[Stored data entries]

----------------------------------------

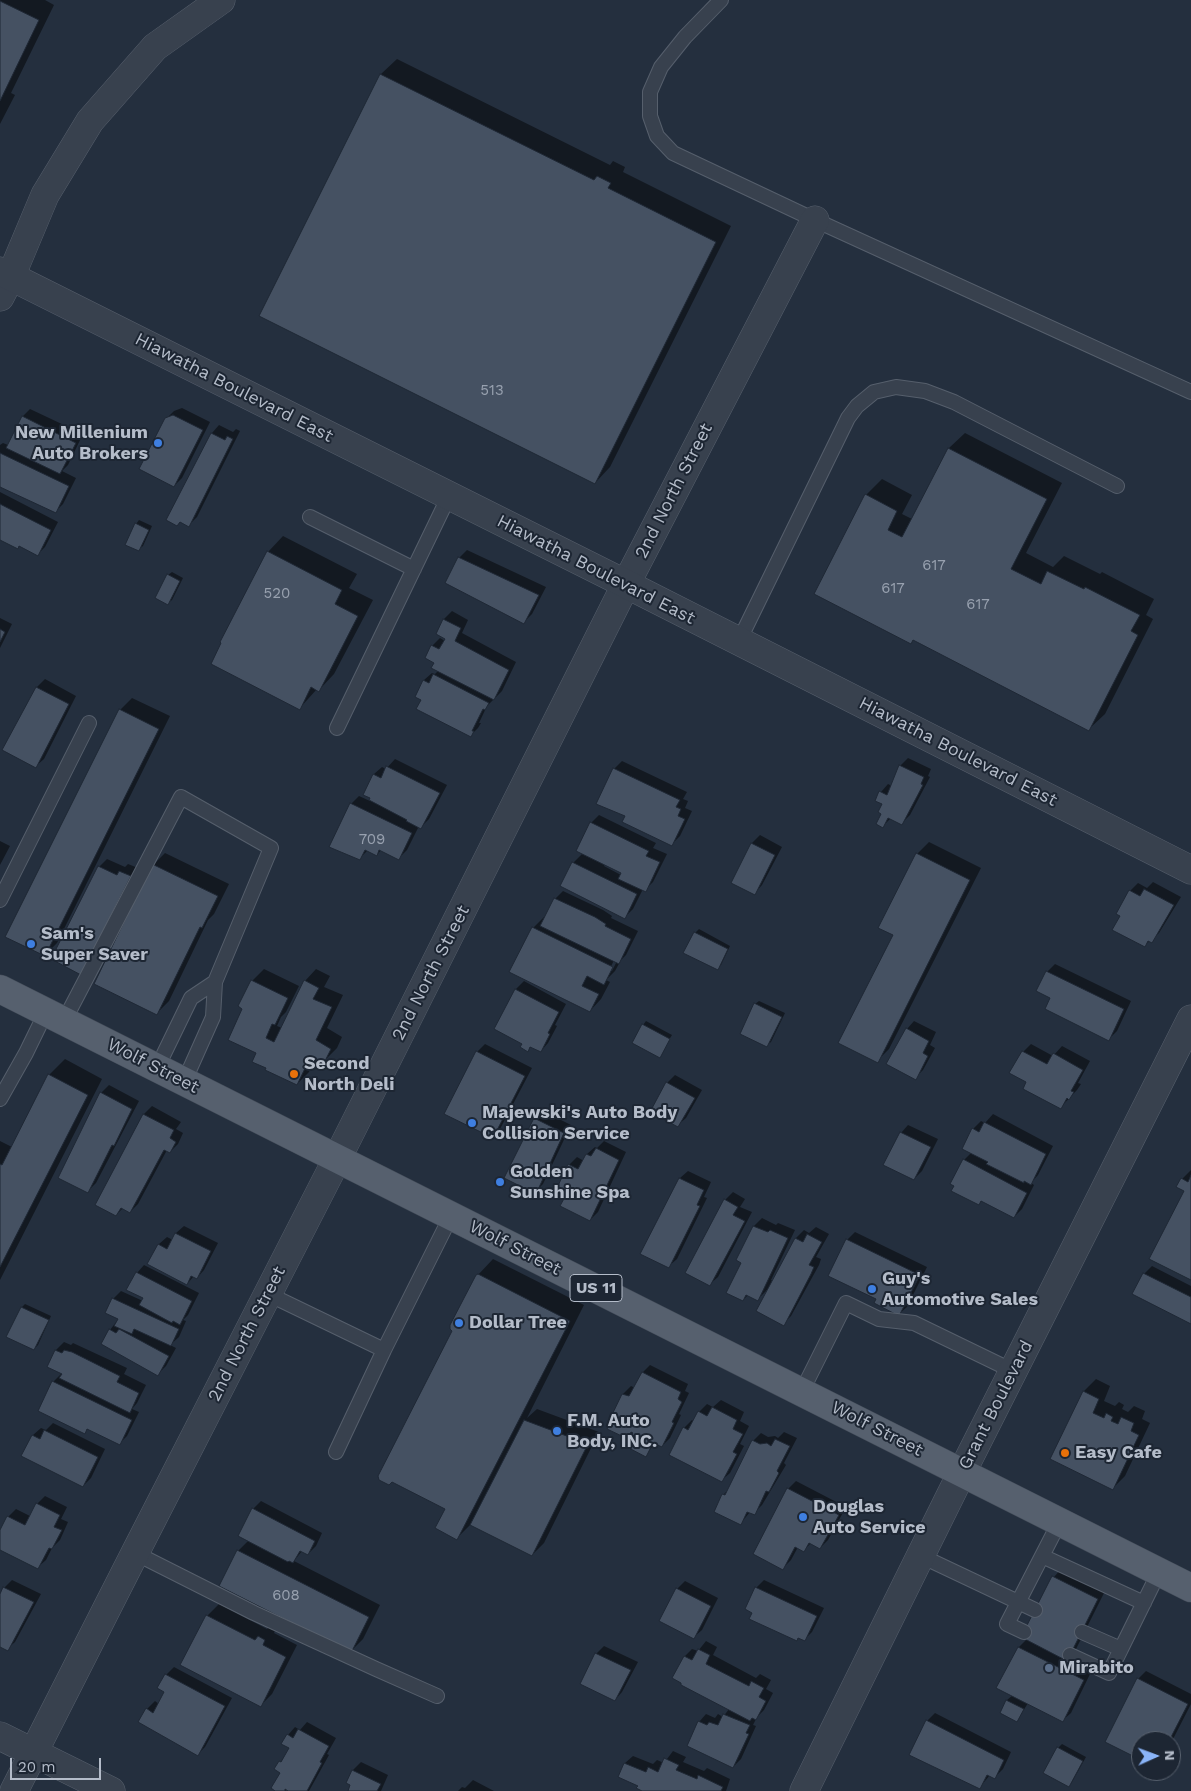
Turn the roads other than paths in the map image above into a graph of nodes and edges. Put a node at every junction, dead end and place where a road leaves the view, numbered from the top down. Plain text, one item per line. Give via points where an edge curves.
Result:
1 (221, 0) edge
2 (721, 0) edge
3 (815, 220) junction
4 (4, 281) edge
5 (1191, 392) edge
6 (1117, 486) dead end
7 (448, 496) junction
8 (310, 517) dead end
9 (414, 569) junction
10 (626, 584) junction
11 (739, 642) junction
12 (89, 723) dead end
13 (338, 728) dead end
14 (1191, 870) edge
15 (0, 900) edge
16 (216, 982) junction
17 (0, 989) edge
18 (55, 1017) junction
19 (1191, 1019) edge
20 (157, 1068) junction
21 (184, 1082) junction
22 (0, 1099) edge
23 (337, 1159) junction
24 (451, 1216) junction
25 (268, 1294) junction
26 (384, 1350) junction
27 (1013, 1371) junction
28 (802, 1391) junction
29 (336, 1452) dead end
30 (962, 1472) junction
31 (1060, 1521) junction
32 (135, 1553) junction
33 (921, 1556) junction
34 (1042, 1556) junction
35 (1159, 1572) junction
36 (1191, 1588) edge
37 (1018, 1602) junction
38 (1144, 1603) junction
39 (1035, 1610) dead end
40 (1024, 1632) dead end
41 (1082, 1632) dead end
42 (1121, 1649) junction
43 (1070, 1655) dead end
44 (438, 1696) dead end
45 (0, 1736) edge
46 (34, 1753) junction
47 (14, 1791) edge
48 (111, 1791) edge
49 (804, 1791) edge

1 - 4 street via 155,47 90,121 45,195
2 - 3 lane via 661,67 650,92 650,116 657,136 673,152
3 - 5 lane
3 - 10 street, 2nd North Street
4 - 7 street, Hiawatha Boulevard East
6 - 11 lane via 954,402 924,391 896,387 874,392 848,418
7 - 9 lane
7 - 10 street, Hiawatha Boulevard East
8 - 9 lane
9 - 13 lane
10 - 11 street, Hiawatha Boulevard East
10 - 23 street, 2nd North Street
11 - 14 street, Hiawatha Boulevard East
12 - 15 lane
16 - 18 lane via 271,848 181,797
16 - 20 lane via 191,998
16 - 21 lane via 213,1017
17 - 18 main road, Wolf Street / US 11
18 - 20 main road, Wolf Street / US 11
18 - 22 lane via 26,1054
19 - 27 street, Grant Boulevard
20 - 21 main road, Wolf Street / US 11
21 - 23 main road, Wolf Street / US 11
23 - 24 main road, Wolf Street / US 11
23 - 25 street, 2nd North Street
24 - 26 lane
24 - 28 main road, Wolf Street / US 11
25 - 26 lane
25 - 32 street, 2nd North Street
26 - 29 lane
27 - 28 lane via 914,1322 878,1319 846,1302
27 - 30 street, Grant Boulevard
28 - 30 main road, Wolf Street / US 11
30 - 31 main road, Wolf Street / US 11
30 - 33 street, Grant Boulevard
31 - 34 lane
31 - 35 main road, Wolf Street / US 11
32 - 44 lane via 254,1613
32 - 46 street, 2nd North Street
33 - 37 lane
33 - 49 street, Grant Boulevard
34 - 37 lane
34 - 38 lane
35 - 36 main road, Wolf Street / US 11
35 - 38 lane
37 - 39 lane
37 - 40 lane via 1007,1624
38 - 42 lane
41 - 42 lane
42 - 43 lane via 1109,1673
45 - 46 street
46 - 47 street, 2nd North Street
46 - 48 street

----------------------------------------

THE PROBLEM:
The records above, minus their pictures, are to be returned verbatim.

ANSWER FOR THE TASK:
Turn the roads other than paths in the map image above into a graph of nodes and edges. Put a node at every junction, dead end and place where a road leaves the view, numbered from the top down. Plain text, one item per line. Give via points where an edge curves.
Result:
1 (221, 0) edge
2 (721, 0) edge
3 (815, 220) junction
4 (4, 281) edge
5 (1191, 392) edge
6 (1117, 486) dead end
7 (448, 496) junction
8 (310, 517) dead end
9 (414, 569) junction
10 (626, 584) junction
11 (739, 642) junction
12 (89, 723) dead end
13 (338, 728) dead end
14 (1191, 870) edge
15 (0, 900) edge
16 (216, 982) junction
17 (0, 989) edge
18 (55, 1017) junction
19 (1191, 1019) edge
20 (157, 1068) junction
21 (184, 1082) junction
22 (0, 1099) edge
23 (337, 1159) junction
24 (451, 1216) junction
25 (268, 1294) junction
26 (384, 1350) junction
27 (1013, 1371) junction
28 (802, 1391) junction
29 (336, 1452) dead end
30 (962, 1472) junction
31 (1060, 1521) junction
32 (135, 1553) junction
33 (921, 1556) junction
34 (1042, 1556) junction
35 (1159, 1572) junction
36 (1191, 1588) edge
37 (1018, 1602) junction
38 (1144, 1603) junction
39 (1035, 1610) dead end
40 (1024, 1632) dead end
41 (1082, 1632) dead end
42 (1121, 1649) junction
43 (1070, 1655) dead end
44 (438, 1696) dead end
45 (0, 1736) edge
46 (34, 1753) junction
47 (14, 1791) edge
48 (111, 1791) edge
49 (804, 1791) edge

1 - 4 street via 155,47 90,121 45,195
2 - 3 lane via 661,67 650,92 650,116 657,136 673,152
3 - 5 lane
3 - 10 street, 2nd North Street
4 - 7 street, Hiawatha Boulevard East
6 - 11 lane via 954,402 924,391 896,387 874,392 848,418
7 - 9 lane
7 - 10 street, Hiawatha Boulevard East
8 - 9 lane
9 - 13 lane
10 - 11 street, Hiawatha Boulevard East
10 - 23 street, 2nd North Street
11 - 14 street, Hiawatha Boulevard East
12 - 15 lane
16 - 18 lane via 271,848 181,797
16 - 20 lane via 191,998
16 - 21 lane via 213,1017
17 - 18 main road, Wolf Street / US 11
18 - 20 main road, Wolf Street / US 11
18 - 22 lane via 26,1054
19 - 27 street, Grant Boulevard
20 - 21 main road, Wolf Street / US 11
21 - 23 main road, Wolf Street / US 11
23 - 24 main road, Wolf Street / US 11
23 - 25 street, 2nd North Street
24 - 26 lane
24 - 28 main road, Wolf Street / US 11
25 - 26 lane
25 - 32 street, 2nd North Street
26 - 29 lane
27 - 28 lane via 914,1322 878,1319 846,1302
27 - 30 street, Grant Boulevard
28 - 30 main road, Wolf Street / US 11
30 - 31 main road, Wolf Street / US 11
30 - 33 street, Grant Boulevard
31 - 34 lane
31 - 35 main road, Wolf Street / US 11
32 - 44 lane via 254,1613
32 - 46 street, 2nd North Street
33 - 37 lane
33 - 49 street, Grant Boulevard
34 - 37 lane
34 - 38 lane
35 - 36 main road, Wolf Street / US 11
35 - 38 lane
37 - 39 lane
37 - 40 lane via 1007,1624
38 - 42 lane
41 - 42 lane
42 - 43 lane via 1109,1673
45 - 46 street
46 - 47 street, 2nd North Street
46 - 48 street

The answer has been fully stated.